Any Duchess Will Do (Spindle Cove #4)

Fleur reentered the room bearing a velvet-lined tray, which she placed on the vanity table.

Pauline gasped. The tray was covered in jewels of every type and color, sparkling in every conceivable setting—necklaces, bracelets, earrings, rings. But they did not come in every size. No, each gemstone was uniformly, alarmingly huge.

“That will be all,” the duchess said, dismissing Fleur once again.

She turned her attention to the tray of jewels. “Not pearls, not today,” she muttered, pushing aside a strand of perfectly matched iridescent orbs. “Topaz would be all wrong. It will be a few years yet before you can carry off diamonds or rubies.”

Diamonds and rubies? The deluded woman kept speaking as if all these jewels would one day be hers. Pauline didn’t know how to convince the duchess of the truth.

“Didn’t you hear me, your grace?” she asked in a loud whisper. “Gri—I mean, the duke—is paying me to fail. He just wants to teach you a lesson, so he’ll never be subject to your matchmaking again.”

The older woman’s hands settled on Pauline’s shoulders. Their gazes met in the mirror. “How much did he promise you?”

“A thousand pounds.”

The duchess seemed unimpressed. She placed her hands on either side of Pauline’s face and pulled upward, elongating her spine until she sat ramrod straight.

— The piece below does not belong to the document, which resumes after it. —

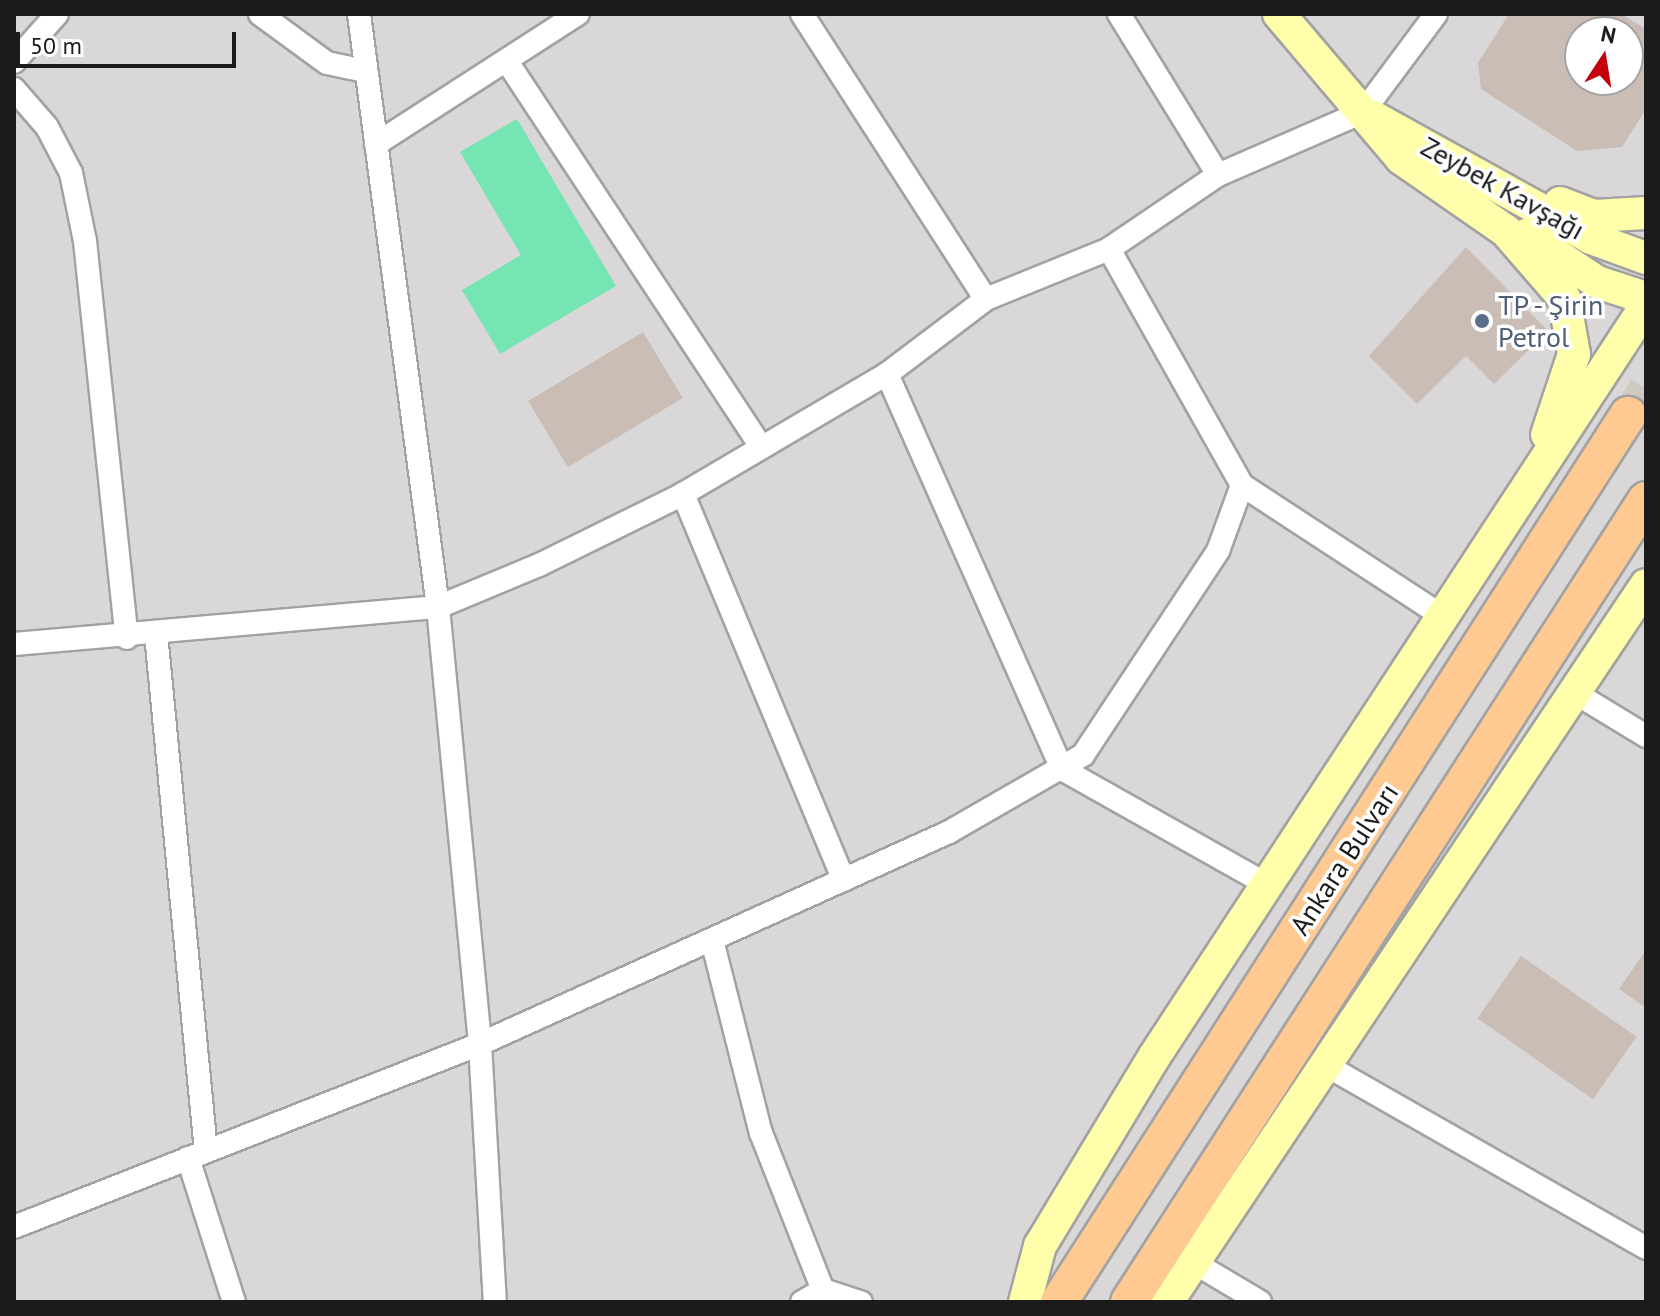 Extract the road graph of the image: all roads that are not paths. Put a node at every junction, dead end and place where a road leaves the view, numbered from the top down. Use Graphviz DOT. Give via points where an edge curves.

“There. When your posture is correct, you have a marvelous neck for jewels.” She tilted Pauline’s head this way and that. “Never let anyone tell you to wear emeralds, simply because your eyes are green. It’s what people with no imagination say. On color alone, your eyes are a closer match to peridot. But peridot always strikes me as lamentably bourgeois.”

“I don’t often have people advising me on jewels, your grace,” Pauline said, her voice muffled by the duchess’s hands bracketing her cheeks. “This would be the very first time.”

The duchess released her, turned, and lifted a necklace of light purple stones and gold filigree from the velvet-lined tray. As she draped the jewels about Pauline’s neck, she said, “This is your stone. Amethyst. Rare, regal, yet sweet enough for a younger woman.”

As the jewels found the dips and hollows of her collarbone, Pauline stared into the looking glass, amazed. The duchess was right—the amethysts’ color did look well on her. The violet shade set off the golden tones in her hair and put a wash of pink on her cheeks.

Then again, perhaps the flush was born of excitement. She could scarcely believe such a thing was touching her bare skin.

“So my son has offered you a thousand pounds,” the duchess said. “This necklace alone is worth ten times that.”

Holy . . . Ten. Thousand. Pounds. Ten times a thousand pounds. A numeral one with four aughts after it. Hanging around her neck.

Fear gripped her with sudden, irrational force. She was terrified to move or breathe. If she even dared tilt her head to one side, perhaps the chain would break and the entire priceless business would slide into a floorboard crack—never to be seen again.

The duchess said, “Keep your eyes on the greater prize, my girl.”

Pauline could do nothing but stare at the silver-haired woman in the looking glass. Odd. She hadn’t pegged the duchess for a madwoman.

“Your grace, it simply won’t work.” She waved at her own reflection. “I’m not what he’d want. Much less what he’d need. He’s the eighth Duke of Halford, and I’m a serving girl. Perfectly wrong. Just listen to me. Look at me.”

“It’s not I who needs a look at you.” The duchess removed the amethyst necklace and replaced it in the tray, then motioned for Pauline to stand. “Come along. We’re going to have an experiment.”

Bemused, Pauline rose from the chair and followed. They went downstairs to the main floor, and the duchess guided her into a large, open salon. As they entered the room, she looked to Pauline and put a finger to her lips for quiet.

The carpets had been rolled back to the edges of the room, and Pauline quickly learned why. The room wasn’t a salon right now, but some sort of gymnasium.

In the center of the floor, the duke and a masked opponent squared off against one another. Each man was clad in thigh-hugging buff breeches, a quilted waistcoat, and an open white shirt. Each man held a slender, shining sword.

Neither noticed them enter the room.

“En garde,” the masked man said.

Steel clanged in response.

Pauline looked on as the two swordsmen traded feints and thrusts. She was speechless in admiration.